SAML would be a good specification to start figuring out how not only identity propagation could work from web application all the way down to the relational database one stored their information in. Of course, someone would need to figure out the JDBC/SAML relationship and how to make identity-based pooling a reality.
- From a IDM standpoint how complex do you want your provisioning to be?
Provisioning doesn't have to be deep if I can do everything at runtime. For example, imagine a situation where I didn't have to pre-register to access my bank to do wire transfers but could at runtime use the credentials of my employer who would tell them based on prior established trust relationships that I am me but that I am also authorized to make certain transactions. Oops, this would require SAML/XACML authorization discussions that no one really wants to talk about.
- Mark O'Neill weighs in on authorization in general, XACML in particular and how Vordel's products help you deal with it.
I absolutely believe that everyone should read Mark's thoughts but my original response stated that XACML should be built into applications and not simply proxied by an intermediary. I would like to see industry analysts ask CRM, BPM and ECM product vendors where on their roadmap is XACML support as making it part of an application provides functionality that can be used for deeper attestation constructs which cannot be done if using intermediary approaches.
- A combination of the patterns needs to limit the amount of authentication and instead use previously authenticated attributes to authorize access.
I want to jump out the nearest window with all these consumerish scenarios where the conclusion that authorization has to occur from the same source as authentication. Let me provide an example in the real world that hopefully will invalidate this type of thinking.
Consider a scenario where a Blackhawk Helicopter fell out of the sky and landed in my basement and crushed my computer so I can no longer blog.
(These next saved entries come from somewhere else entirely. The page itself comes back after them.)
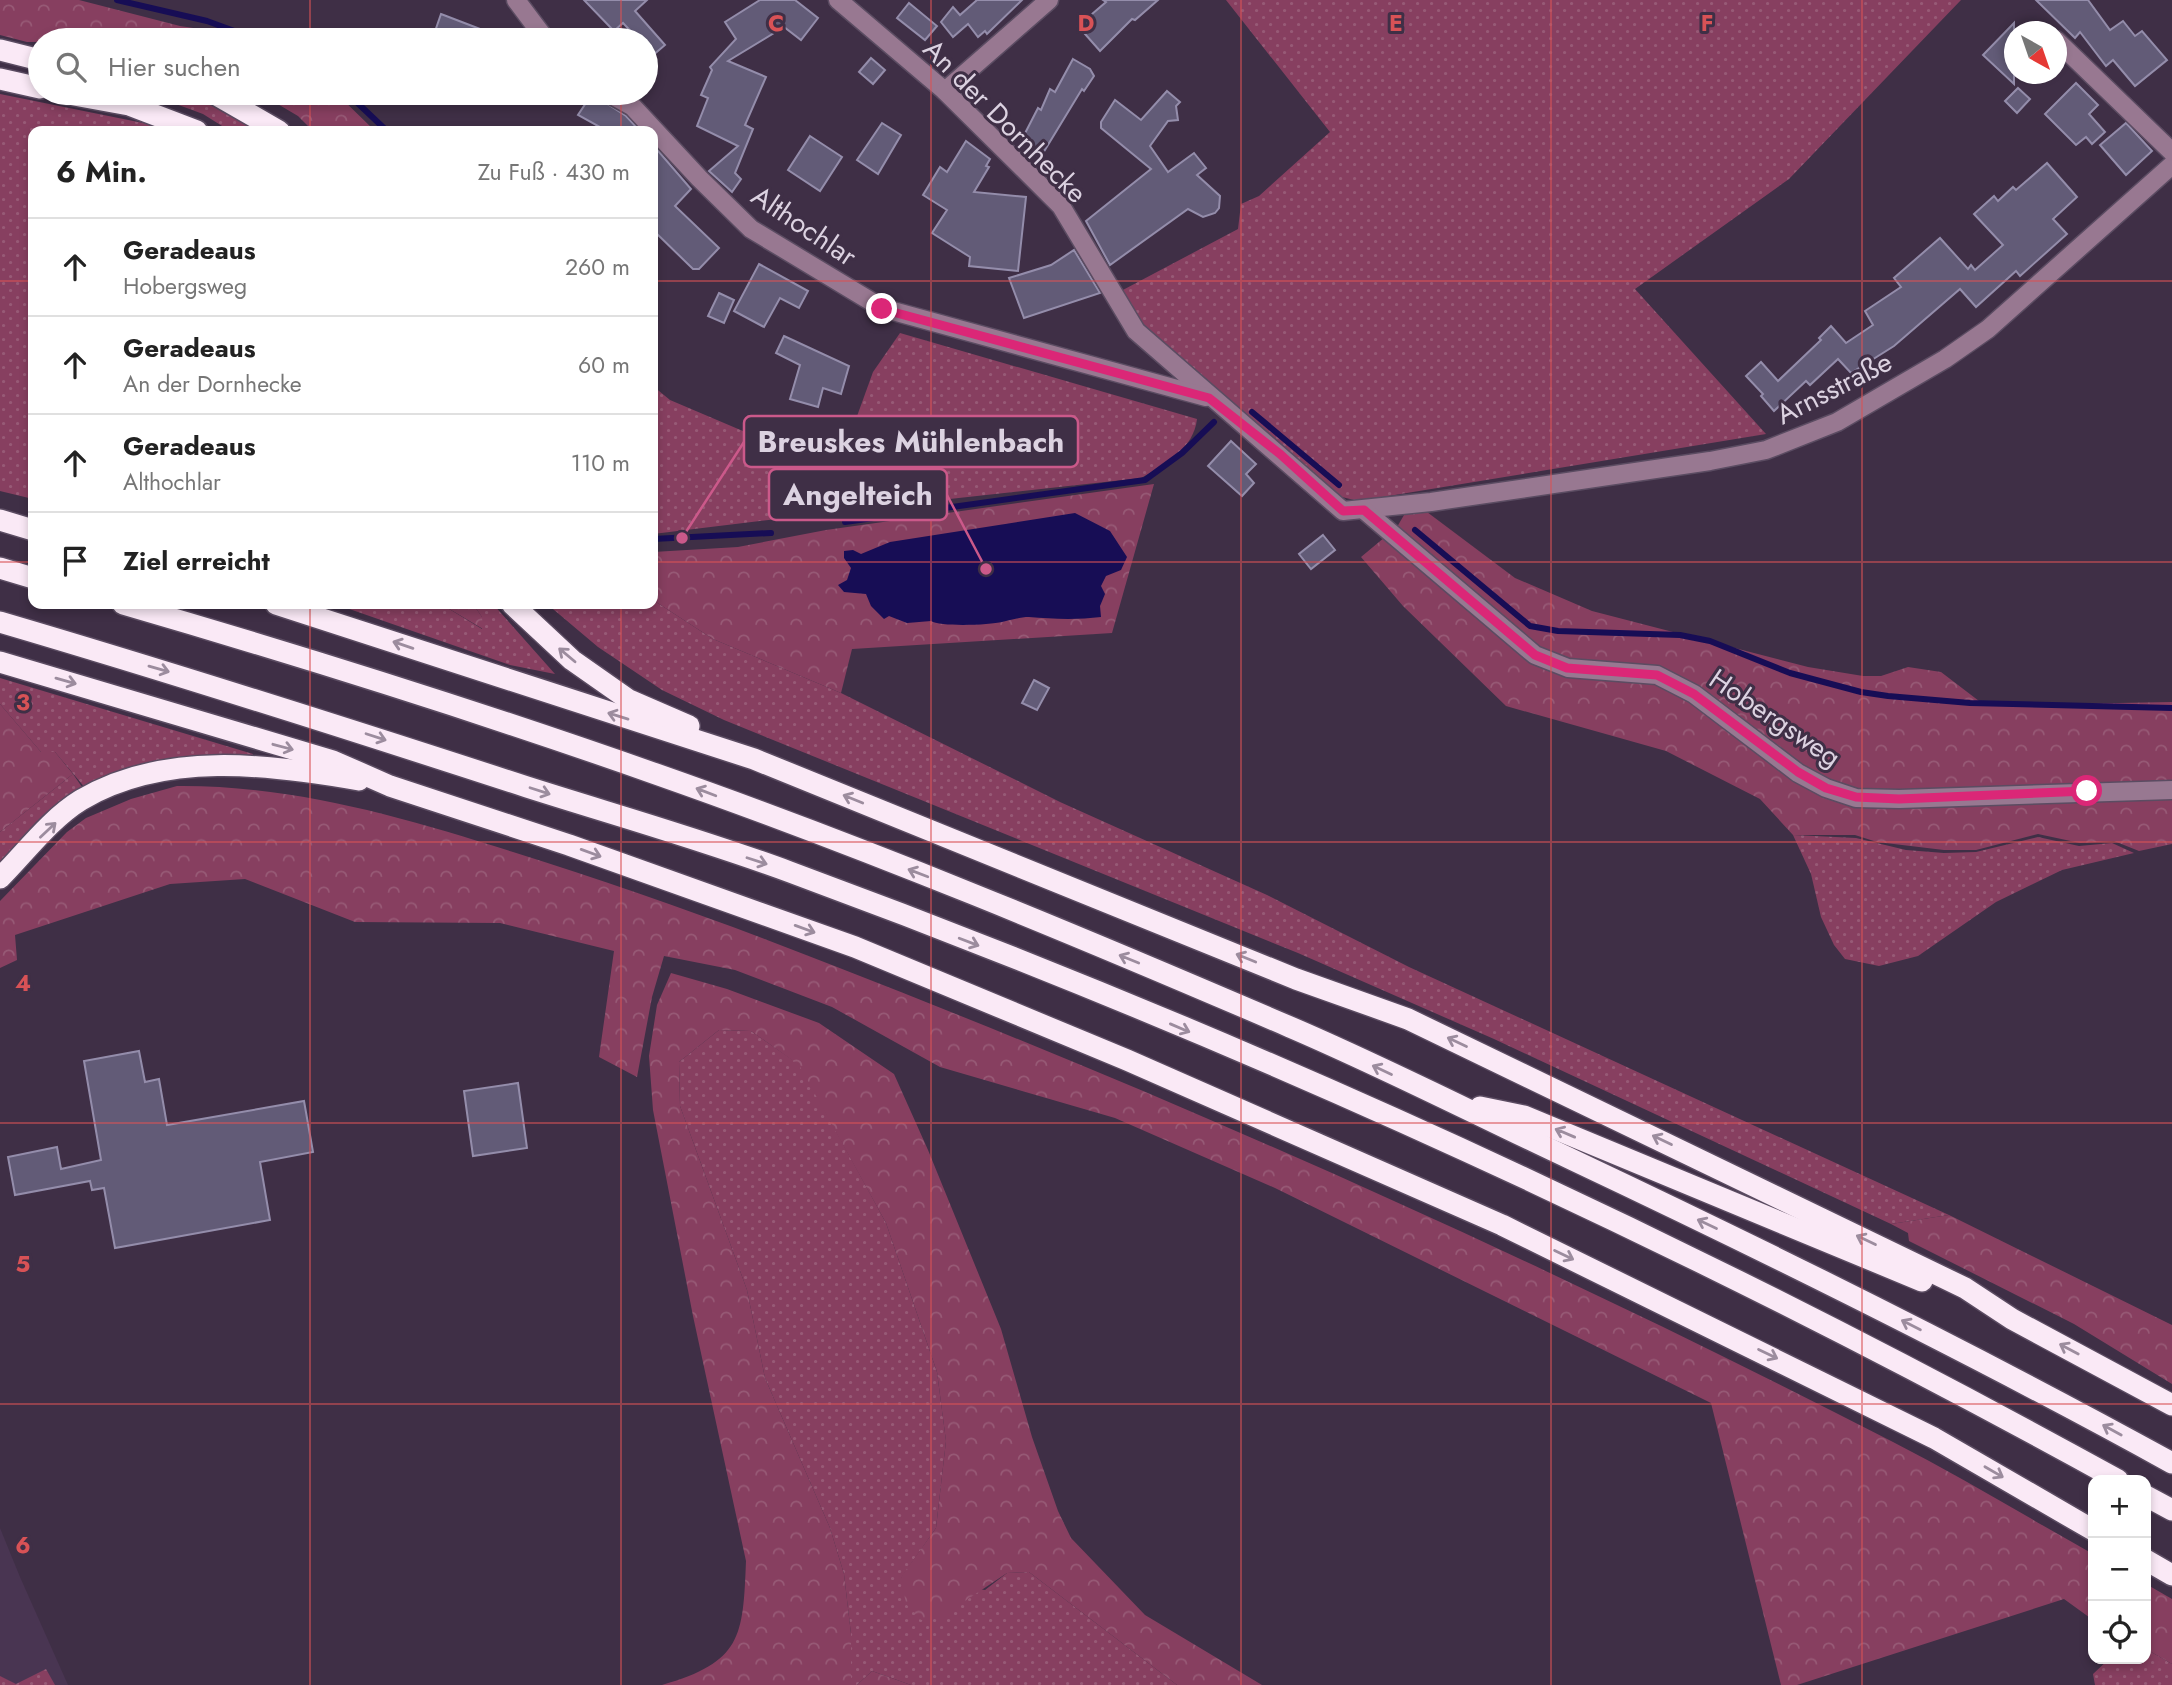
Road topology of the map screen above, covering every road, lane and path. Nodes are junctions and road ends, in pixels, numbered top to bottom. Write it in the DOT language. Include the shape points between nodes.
graph roads {
  1 [pos="838,0"];
  2 [pos="1049,0"];
  3 [pos="521,2"];
  4 [pos="539,28"];
  5 [pos="0,50"];
  6 [pos="2067,51"];
  7 [pos="28,57"];
  8 [pos="0,79"];
  9 [pos="28,85"];
  10 [pos="944,91"];
  11 [pos="124,105"];
  12 [pos="234,105"];
  13 [pos="629,105"];
  14 [pos="183,126"];
  15 [pos="270,126"];
  16 [pos="651,126"];
  17 [pos="658,133"];
  18 [pos="2172,152"];
  19 [pos="2172,165"];
  20 [pos="1209,398"];
  21 [pos="1364,510"];
  22 [pos="0,518"];
  23 [pos="28,521"];
  24 [pos="28,528"];
  25 [pos="0,568"];
  26 [pos="28,576"];
  27 [pos="140,609"];
  28 [pos="291,609"];
  29 [pos="517,609"];
  30 [pos="0,622"];
  31 [pos="0,662"];
  32 [pos="754,759"];
  33 [pos="390,786"];
  34 [pos="2172,790"];
  35 [pos="0,878"];
  36 [pos="1444,1099"];
  37 [pos="2012,1319"];
  38 [pos="2172,1405"];
  39 [pos="2172,1463"];
  40 [pos="2108,1475"];
  41 [pos="2151,1499"];
  42 [pos="2172,1510"];
  43 [pos="2088,1527"];
  44 [pos="2151,1563"];
  45 [pos="2172,1575"];
  1 -- 10 [label="street, An der Dornhecke"];
  2 -- 10 [label="street"];
  3 -- 4 [label="street"];
  5 -- 7 [label="highway"];
  6 -- 18 [label="street"];
  8 -- 9 [label="highway"];
  10 -- 20 [label="street, An der Dornhecke" via="1061,206 1136,331"];
  11 -- 14 [label="highway"];
  12 -- 15 [label="highway"];
  13 -- 16 [label="street, Althochlar"];
  17 -- 20 [label="street, Althochlar" via="751,229 882,309"];
  19 -- 21 [label="street, Arnsstraße" via="1988,329 1837,422 1766,450 1710,461"];
  20 -- 21 [label="street, An der Dornhecke" via="1343,511"];
  21 -- 34 [label="street, Hobergsweg" via="1535,655 1567,668 1657,675 1694,694 1826,788 1856,797 1899,799"];
  22 -- 23 [label="highway"];
  22 -- 24 [label="highway"];
  25 -- 26 [label="highway"];
  36 -- 27 [label="highway, one-way" via="1296,1029 1105,949 674,780 329,664"];
  32 -- 28 [label="highway, one-way"];
  32 -- 29 [label="highway, one-way" via="629,700 572,660"];
  30 -- 40 [label="highway, one-way" via="246,694 786,870 1025,964 1483,1159 1777,1301"];
  31 -- 33 [label="highway, one-way" via="333,761"];
  37 -- 32 [label="highway, one-way" via="1965,1288 1408,1019 1296,979"];
  35 -- 33 [label="highway, one-way" via="79,801 118,783 172,769 299,770"];
  33 -- 43 [label="highway, one-way" via="855,947 1127,1060 1502,1225 1767,1353 1934,1438"];
  37 -- 36 [label="highway, one-way" via="1524,1116"];
  39 -- 36 [label="highway, one-way" via="1792,1264"];
  38 -- 37 [label="highway, one-way"];
  41 -- 42 [label="highway"];
  44 -- 45 [label="highway"];
}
Of course, I would like to submit a claim to my favorite insurance company. I pull out the handy dandy Yellow Pages and find a total of three contractors each with their own specialization. All three contractors work for Handyman Matters. I would like for Handyman matters to not only provide strong proof in terms of authentication that they say who they are but to also check that they are licensed to do home repair in my state. Of course, I wouldn't trust any contractor who says that they are licensed without validating it so I would want the State of Connecticut to provide authorization in terms of not only whether their license is valid but that they can do certain types of work. Likewise, I would also want whatever insurance carrier they used for workers compensation to also perform authorization that their insurance is current before they initiate anything in my basement.
Having authorization come from different sources in many circumstances provides more credibility than from situations originated by authentication alone. The key is that we have to move the conversation away from stupid consumerish discussions and talk about how business works in the real world. Of course, my scenario is 1000% fictitious but hopefully folks can get the general idea. By trusting the insurance company over the contractor who provided the credential provides me with reduction in risk. The same thing can be said of the State of Connecticut.
One question for you Gunnar, what would it take to get the folks participating on OpenID to also embrace secure coding practices?